Tomorrow Penguin Random House will release his book, The Tears of Things: Prophetic Wisdom for an Age of Outrage.
I have nearly finished a review copy of the book, a slim volume that packs a timely and contemplative wallop.
It is Rohr’s first book since The Universal Christ: How a Forgotten Reality Can Change Everything We See, Hope For, and Believe, which debuted at Number 12 on the New York Times nonfiction bestseller list in March, 2022.
Father Richard brought a copy of The Universal Christ for Pope Francis to their meeting at the Vatican in July of that year. The Pope said he had already read it.
He shared three times very directly, “I want you to keep doing what you’re doing, keep teaching what you’re teaching.” For this Catholic boy from Kansas, that is a wonderful, hard-to-believe affirmation coming from the Pope himself, for the whole Christian contemplative movement.
In telling the story at his Center for Action and Contemplation website in 2022, Rohr called The Universal Christ “my end-of-life book.” Not quite, as it turns out. Thank the Lord.
I love Richard Rohr. He is a writerly writer, a deep contemplative, and a humble sprite of a prophet. In an online appearance a few years ago he made light of his failing health by saying he had become a member of “the Stroke-of-the-Month Club.”
What makes The Tears of Things excruciatingly well timed is its arrival on Day 43 of the second Trump presidency.
Rohr in The Universal Christ wrote that transformation and growth entail passing through “a usually painful and seemingly unnecessary disorder.”

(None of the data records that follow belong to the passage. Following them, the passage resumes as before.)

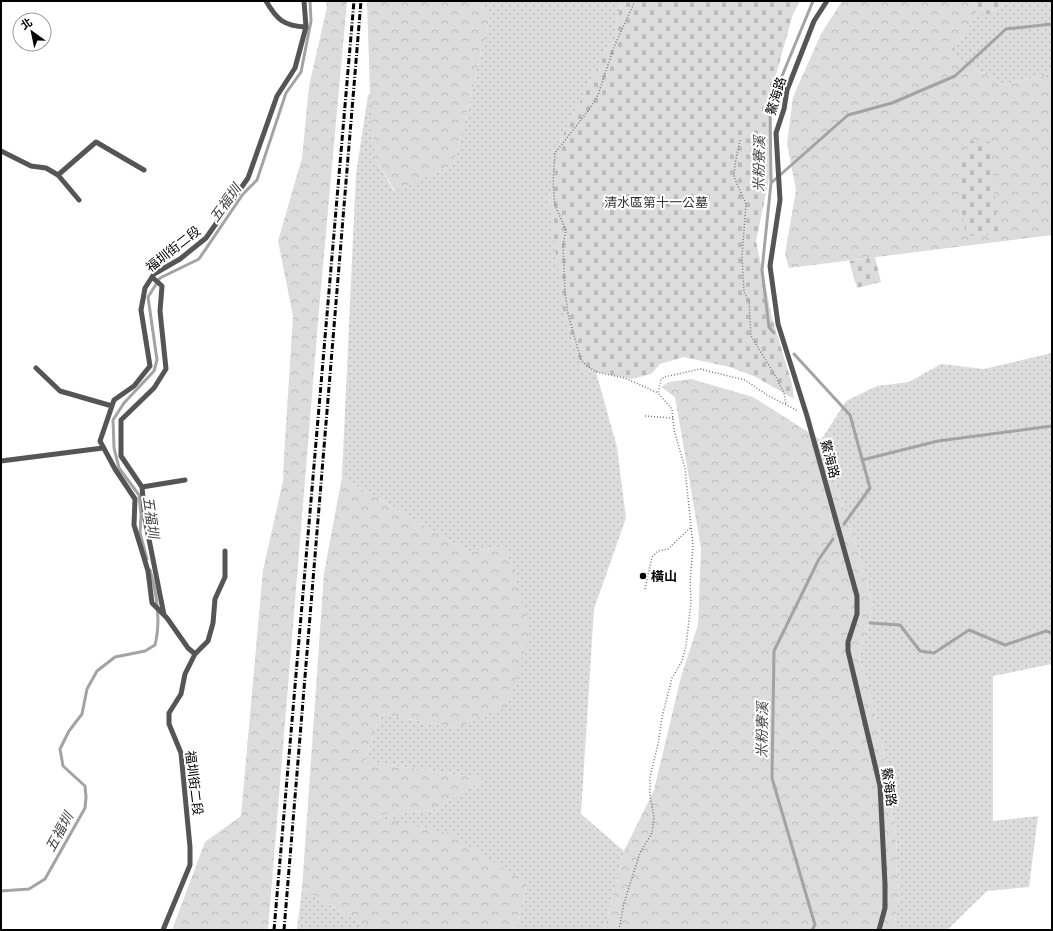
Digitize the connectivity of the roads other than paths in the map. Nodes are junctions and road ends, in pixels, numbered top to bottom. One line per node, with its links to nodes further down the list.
1 (266, 1): 4 (lane)
2 (304, 1): 4 (lane, 福圳街二段)
3 (827, 1): 20 (lane, 鰲海路)
4 (306, 27): 9 (lane, 福圳街二段)
5 (1, 151): 7 (lane)
6 (144, 170): 7 (lane)
7 (58, 175): 8 (lane)
8 (79, 200)
9 (152, 277): 11 (lane, 福圳街二段); 15 (lane)
10 (36, 368): 11 (lane)
11 (112, 406): 12 (lane, 福圳街二段)
12 (104, 448): 13 (lane); 17 (lane, 福圳街二段)
13 (1, 461)
14 (185, 480): 15 (lane)
15 (142, 487): 17 (lane)
16 (225, 551): 18 (lane)
17 (164, 616): 18 (lane, 福圳街二段)
18 (195, 654): 19 (lane, 福圳街二段)
19 (163, 930)
20 (879, 930)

As Leonard Cohen puts it, “There is a crack in everything, that’s how the light gets in.” Your wife dies, your father loses his job, you were rejected on the playground as a child, you find out you are needy and sexual, you fail an exam for a coveted certification, or you finally realize that many people are excluded from your own well-deserved “life, liberty, and the pursuit of happiness.”
Prophets in the Bible made people uncomfortable by pointing out the failure of the existing order. They were agents of disorder. Some of them lived long enough to proclaim what Rohr in The Universal Christ calls “reorder.”
There is no nonstop flight to reorder, Rohr writes. We have to endure the disorder stage, transcend the previous naive order while still including it, and arrive at “the best of the conservative and the best of the liberal positions.”
That destination itself might sound naive in the hyper-polarization of the moment. But naive is not a word I associate with the likes of Jeremiah, Isaiah, and Ezekiel.
Rohr calls them “radical traditionalists” who love their truth and their group enough to critique it.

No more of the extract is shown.